I know what he meant. AIPAC is like a closed community where everyone believes pretty much the same thing and never guesses what is happening outside. I was like that in 1984 when Ronald Reagan carried 49 states against former Vice President Walter Mondale: "How could that happen when I don't know a single person who voted for Reagan?" I wondered.
Inside AIPAC, Prime Minister Binyamin Netanyahu brought the audience to its feet repeatedly as he said the very things that brought US-Israel relations to the lowest point in decades.
This is the part of the speech that received the greatest cheers and guaranteed that the White House would give Netanyahu the coldest reception ever given an Israeli prime minister the next day.
"Jerusalem is not a settlement. It is our capital...All these neighborhoods are within a five-minute drive from the Knesset... Everyone knows that these neighborhoods will be part of Israel in any peace settlement. Therefore, building in them in no way precludes the possibility of a two-state solution."
The administration understands how utterly ridiculous Netanyahu's statement is. It has never implied that Jerusalem is a settlement. Its position is that the final status of Jerusalem must be decided in negotiations between Israelis and Palestinians, just like every other piece of land added to Israel after the 1967 war.

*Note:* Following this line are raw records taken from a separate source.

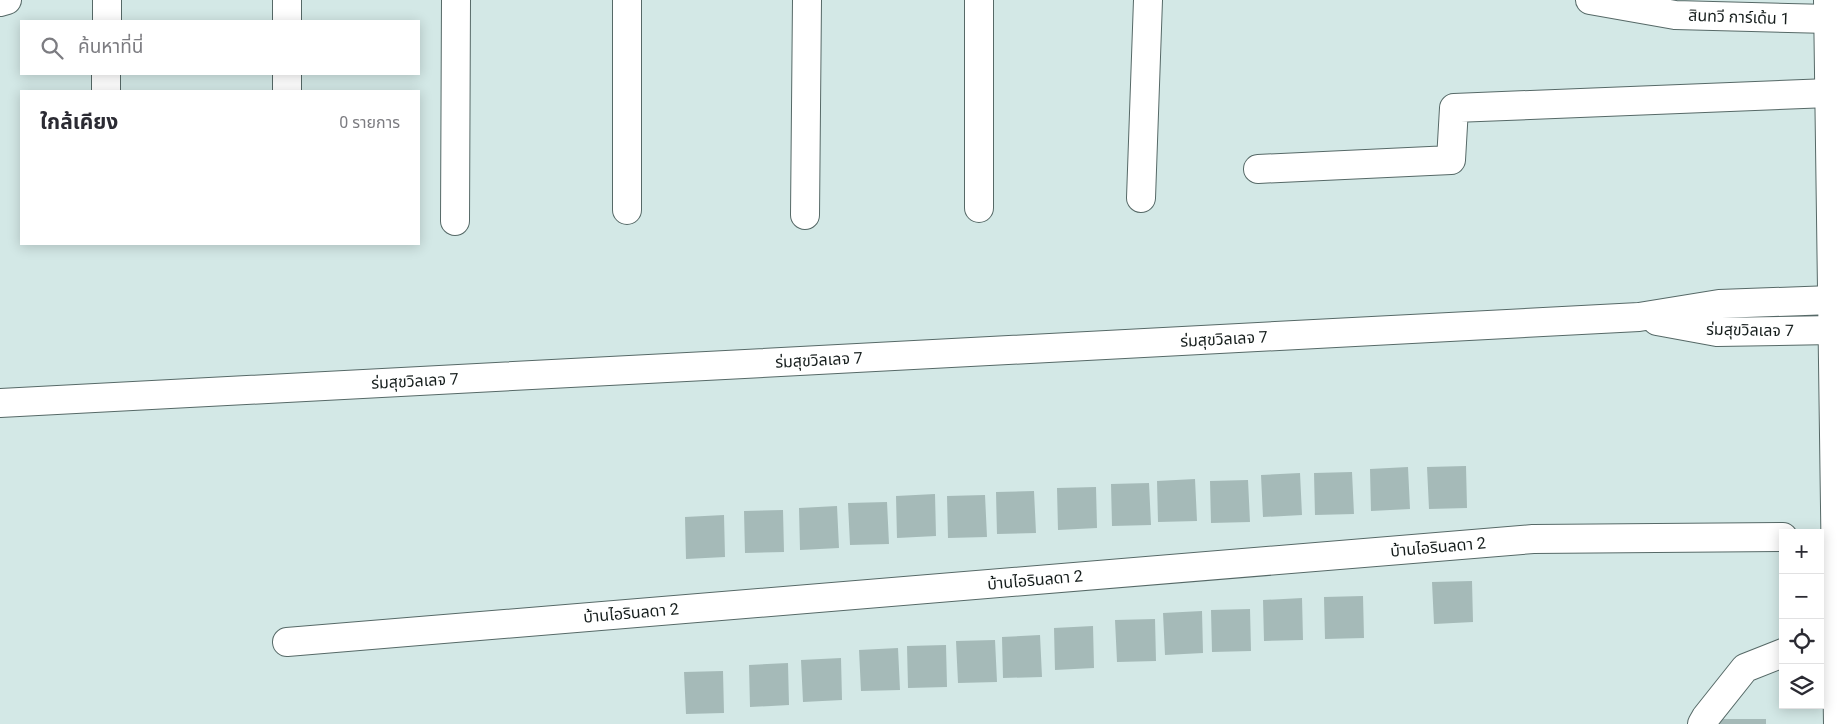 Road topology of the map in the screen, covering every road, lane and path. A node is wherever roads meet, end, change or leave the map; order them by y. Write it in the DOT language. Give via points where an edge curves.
graph roads {
  1 [pos="7,0"];
  2 [pos="107,0"];
  3 [pos="287,0"];
  4 [pos="456,0"];
  5 [pos="627,0"];
  6 [pos="807,0"];
  7 [pos="980,0"];
  8 [pos="1148,0"];
  9 [pos="1590,0"];
  10 [pos="0,2"];
  11 [pos="1828,10"];
  12 [pos="107,20"];
  13 [pos="287,20"];
  14 [pos="106,75"];
  15 [pos="287,75"];
  16 [pos="106,90"];
  17 [pos="287,90"];
  18 [pos="1829,93"];
  19 [pos="1258,169"];
  20 [pos="1141,198"];
  21 [pos="979,208"];
  22 [pos="627,210"];
  23 [pos="805,216"];
  24 [pos="455,221"];
  25 [pos="1832,300"];
  26 [pos="1638,317"];
  27 [pos="1832,330"];
  28 [pos="0,403"];
  29 [pos="1779,537"];
  30 [pos="1828,537"];
  31 [pos="287,642"];
  32 [pos="1828,645"];
  33 [pos="1779,655"];
  34 [pos="1702,724"];
  35 [pos="1838,724"];
  1 -- 10 [label="main road"];
  2 -- 12 [label="main road"];
  3 -- 13 [label="main road"];
  4 -- 24 [label="main road"];
  5 -- 22 [label="main road"];
  6 -- 23 [label="main road"];
  7 -- 21 [label="main road"];
  8 -- 20 [label="main road"];
  9 -- 11 [label="main road, สินทวี การ์เด้น 1" via="1675,15"];
  11 -- 18 [label="main road"];
  14 -- 16 [label="main road"];
  15 -- 17 [label="main road"];
  18 -- 19 [label="main road" via="1454,108 1451,160"];
  18 -- 25 [label="main road"];
  25 -- 26 [label="main road, ร่มสุขวิลเลจ 7" via="1719,304"];
  25 -- 27 [label="main road"];
  26 -- 27 [label="main road, ร่มสุขวิลเลจ 7" via="1717,332"];
  26 -- 28 [label="main road, ร่มสุขวิลเลจ 7"];
  27 -- 30 [label="main road"];
  29 -- 31 [label="main road, บ้านไอรินลดา 2" via="1532,539"];
  30 -- 32 [label="main road"];
  32 -- 35 [label="main road"];
  33 -- 34 [label="main road" via="1745,668"];
}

As for Netanyahu's "everyone knows" formulation, it is bogus. After all, "everyone knows" that Nablus, Hebron, Ramallah and dozens of other West Bank cities will be inside the Palestinian state after negotiations. Can they just annex them now? (see this great article from Foreign Policy on the subject)
"Everyone knows", including Netanyahu and every one of his predecessors since Yitzhak Rabin, that totally Palestinian areas of Jerusalem will almost surely not be part of Israel after negotiations are completed, largely because Israel doesn't want them and the Palestinians do.